**WHAT YOU WILL DO**. Print every entry exactly as written and exclude all images.

**MATERIAL SHOWN**.
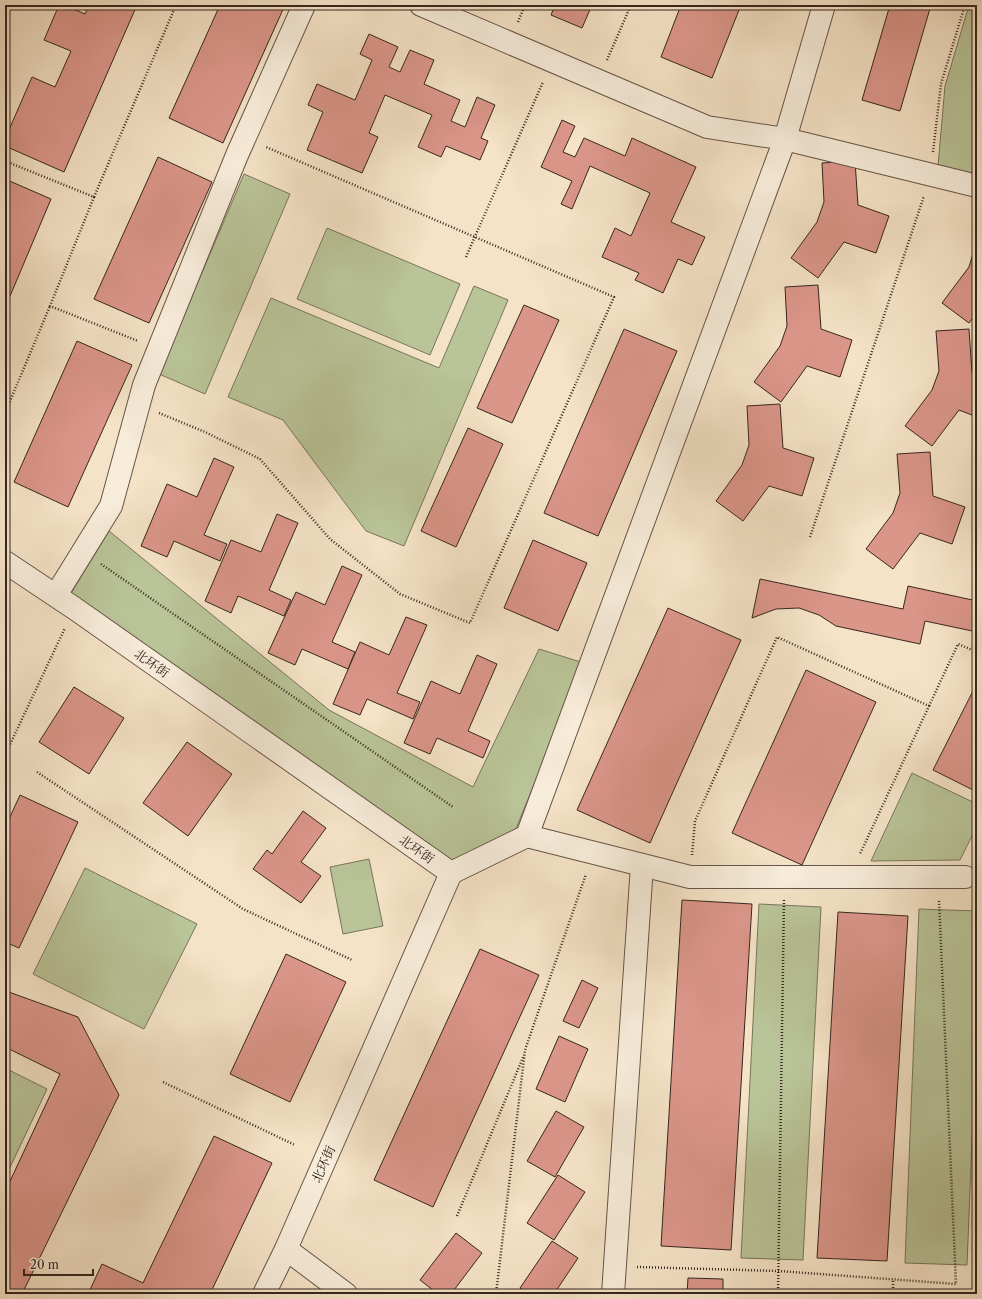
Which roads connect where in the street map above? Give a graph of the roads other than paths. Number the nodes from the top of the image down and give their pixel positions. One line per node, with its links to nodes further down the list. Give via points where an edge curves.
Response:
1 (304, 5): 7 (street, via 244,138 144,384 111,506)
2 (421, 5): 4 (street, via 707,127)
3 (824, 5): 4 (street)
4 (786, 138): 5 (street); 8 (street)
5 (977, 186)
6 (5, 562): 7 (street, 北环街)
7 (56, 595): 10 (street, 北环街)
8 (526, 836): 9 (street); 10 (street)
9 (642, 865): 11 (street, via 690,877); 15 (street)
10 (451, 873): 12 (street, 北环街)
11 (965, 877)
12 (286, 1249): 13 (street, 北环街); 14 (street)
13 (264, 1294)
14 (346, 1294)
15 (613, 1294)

**RESPONSE**.
Which roads connect where in the street map above? Give a graph of the roads other than paths. Number the nodes from the top of the image down and give their pixel positions. One line per node, with its links to nodes further down the list. Give via points where an edge curves.
Response:
1 (304, 5): 7 (street, via 244,138 144,384 111,506)
2 (421, 5): 4 (street, via 707,127)
3 (824, 5): 4 (street)
4 (786, 138): 5 (street); 8 (street)
5 (977, 186)
6 (5, 562): 7 (street, 北环街)
7 (56, 595): 10 (street, 北环街)
8 (526, 836): 9 (street); 10 (street)
9 (642, 865): 11 (street, via 690,877); 15 (street)
10 (451, 873): 12 (street, 北环街)
11 (965, 877)
12 (286, 1249): 13 (street, 北环街); 14 (street)
13 (264, 1294)
14 (346, 1294)
15 (613, 1294)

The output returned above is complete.